Depletion


(Hydraulic Fracturing is about to change everything we know. Or is it? Image courtesy Popular Mechanics.)

It is a complex matter, and a controversial one in this about-to-be awash in oil nation. We might very well be cooking with gas for a while- and have a magical chance to get it right for a change.

The whole eruption of resources here in this land we thought once was depleted is rife with controversy, but it is happening anyway, regardless of who is sitting in the White House, or what rules and restrictions secular religious environmentalism tries to impose upon capitalism red in tooth and claw.

This matter is one of the things that gives me hope- a literal second chance for us to make some fundamental choices about where this great nation is going- or on a more personal level, how it will go while I am on the planet and not spread over it.

My early giddy realization was that America might be energy independent within a decade. Moreover, we might have a century of exports available to power the world as we prepare for the inevitable depletion of the petroleum.

The optimism was tempered by the inevitable response: the reality is, goes the claim, that the new reserves discovered are being depleted faster than expected, and the whole circus event will peter out with a whimper, leaving us exactly where we are now: saddled in debt, dependent for energy on people who don’t like us, and in a warming world with savage new weather.

I had to go to Boats and the Giant Catfish for clarification. When confronted with some dire predictions about the early depletion of new oil and gas reserves and the investment environment, he told me this:

“I still believe in the predictions of Namazu the Giant Catfish,” he said, and I will let him take it from there:

“We are headed into a time when far fewer people will be needed to produce a lot more wealth and we have to address ways and means of getting the medium of exchange into the hands of those not participating in the wealth-producing machinery. I think states, and regional compacts of states are safer and more competent / manageable units of the necessary experimentation with displaced worker programs, including preparing the population for a time when intermittent employment, at best is the norm.
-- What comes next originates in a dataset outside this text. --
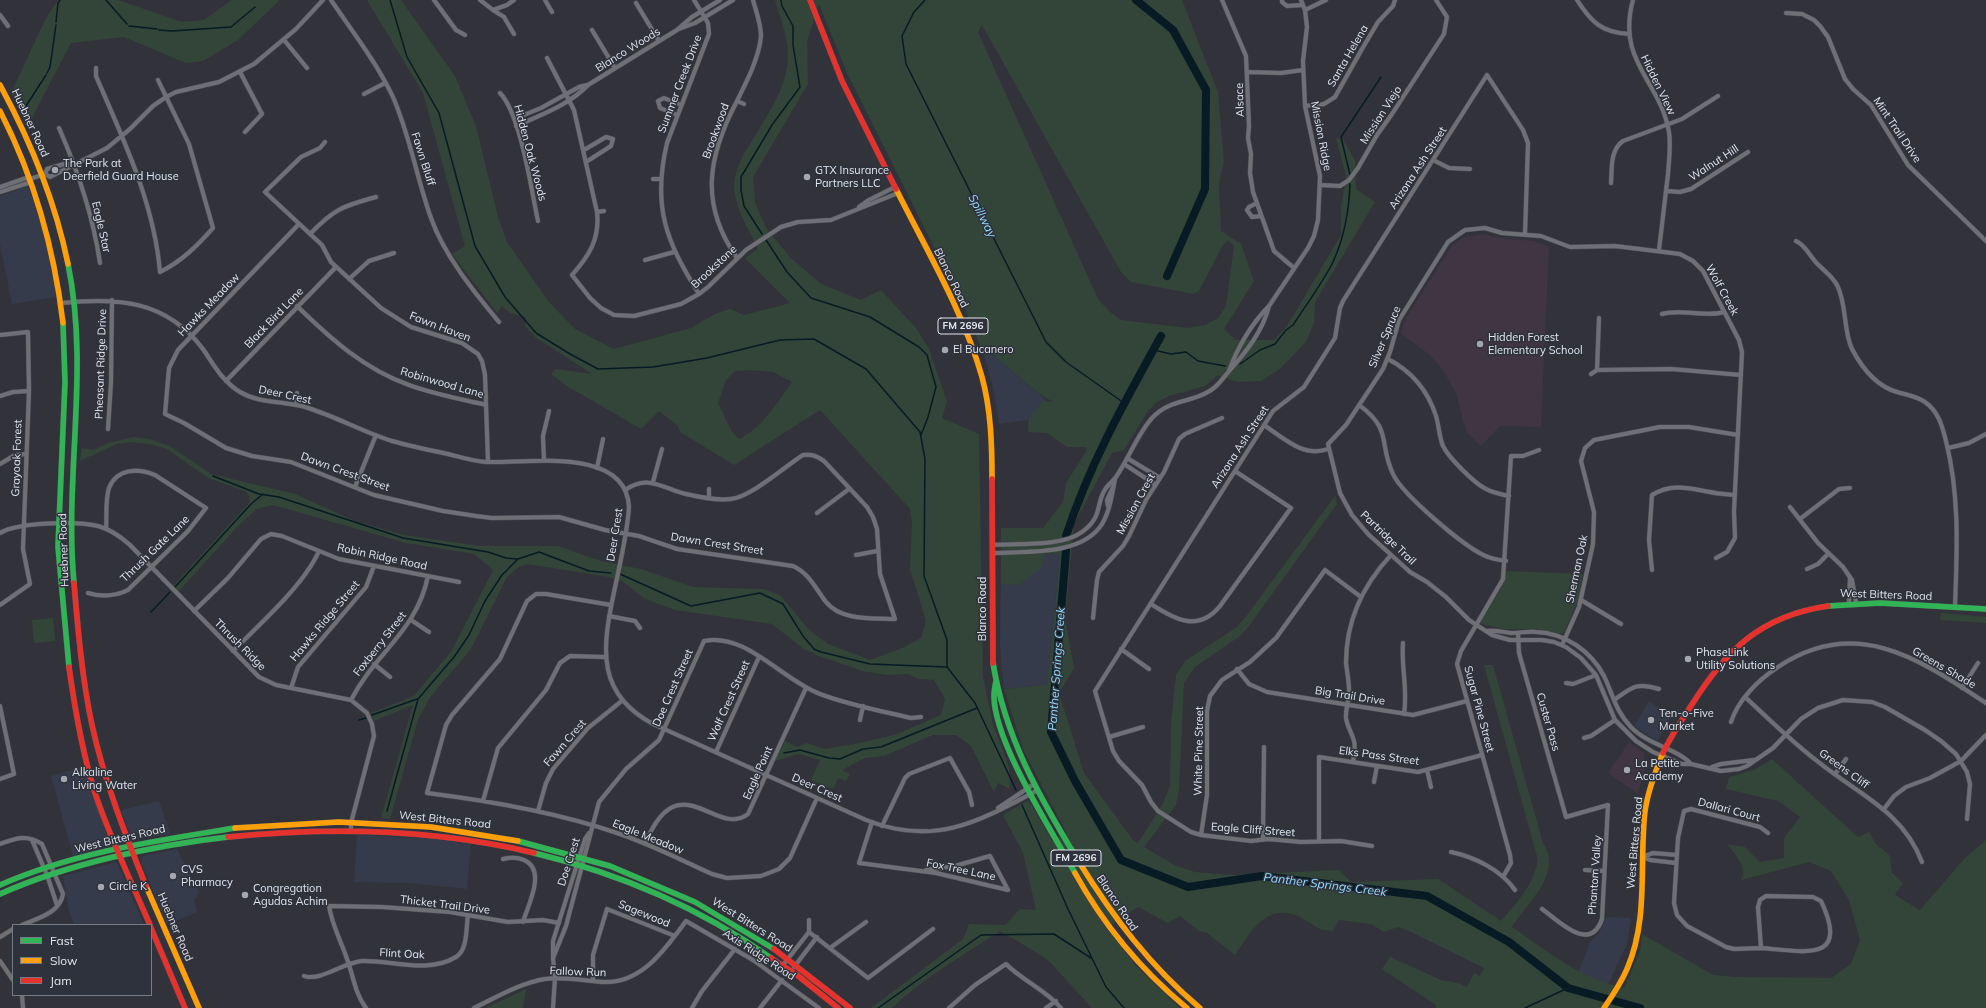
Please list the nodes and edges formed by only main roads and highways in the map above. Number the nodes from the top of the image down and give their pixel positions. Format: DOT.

As regards the concern about apparent rapid depletion rates in the shale gas deposits, I got Namazu on the hydro phones and he says not to worry. Some individual deposits may have actually produced what appears to be 42% of their estimated contents in a just a few years, but in some of these same deposits flow rates have not declined indicating that we simply underestimated the reserves. Even if we have underestimated in some cases and the shale deposits are in fact smaller, most of the available acreage is not yet under production.

Natural gas is down to under $3.00 per commercial unit here and up as high as $14.00 per unit in some nations around the globe. If the rapid depletion school of domestic gas production is correct, and they could be, that has a far greater effect on the 50-year projection of the catfish than on the five year.

Also what may or may not be true of natural gas is not necessarily true of the new oil. Again even if that eventually proves true the effect has little to do with the next five years. It will take massive government stupidity on a scale unprecedented in history to kill the economic boom that is just over the horizon. If the reserves of both gas and oil prove less than expected, demand may also be slowed if the Obama Administrations push for clean energy alternatives works.

If it works, and we prove fat dumb and happy in our oil pool, we get to sell to the rest of the world till past mid century. If the clean energy alternatives programs work and our oil reserve pulls up short by mid century we are in a better position than the rest of the world to deal with the oil shortage and to export our alternative energy technology.

The bottom line on the rapid depletion debate is , its too early in the production of these particular reserves and there is too much unknown about these “tight formations” to be overly concerned by the seemingly negative information.

It will take at least ten years to really bring this production on line, though we will experience dramatic economic effects in less than 5 years.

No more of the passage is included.